A compulsively readable romcom of mistaken identity set within high society New York and the sacrifices made to keep up appearances, in trade paperback.
Somewhere in New York City, Lata Murthy knows there is another person with her name living a much more interesting life. That's because Lata often receives the other Lata's emails: invites to Hampton soirees, fundraising appeals from the New York City Ballet and reminders about sample sales at Soho boutiques.. Lata's own life—working in digital content, watching Food Network marathons, spending recklessly on clothes she can't afford—feels pathetic in comparison. So, one day she decides to take on this other Lata's identity and jumps headfirst into the glamorous New York lifestyle ... but not without consequences.
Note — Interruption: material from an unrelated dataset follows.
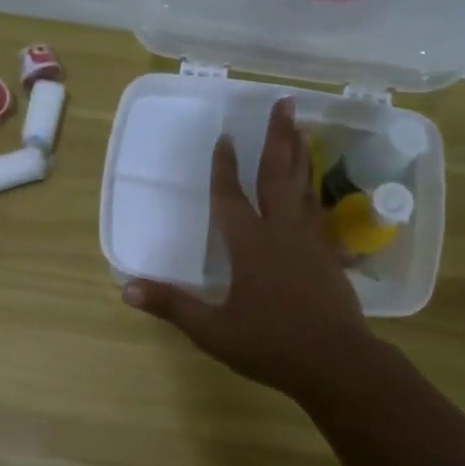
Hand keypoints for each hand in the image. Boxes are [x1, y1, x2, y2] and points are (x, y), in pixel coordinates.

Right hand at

At first, it all feels like a fairy tale. Lata learns that the invites were meant for a Mumbai socialite who shares her name, and finds a way to step into the woman's shoes. In doing so, all of Lata's NYC dreams come true: she gets a higher-paying job, moves into a chic Chelsea apartment and is embraced by an elite friend group that includes Rajeev, an up-and-coming fashion designer intent on making a splash at New York Fashion Week.
But Lata doesn't just catch the attention of the handsome fashion designer—she also incurs the wrath of the mysterious woman she is impersonating. And this Other Lata wants Lata to pay...but in the oddest of ways. Other Lata's blackmail seems designed to humiliate Lata in front of her wealthy new circle, and Lata has no choice but to submit to her demands if she doesn't want to lose her new friends and lifestyle.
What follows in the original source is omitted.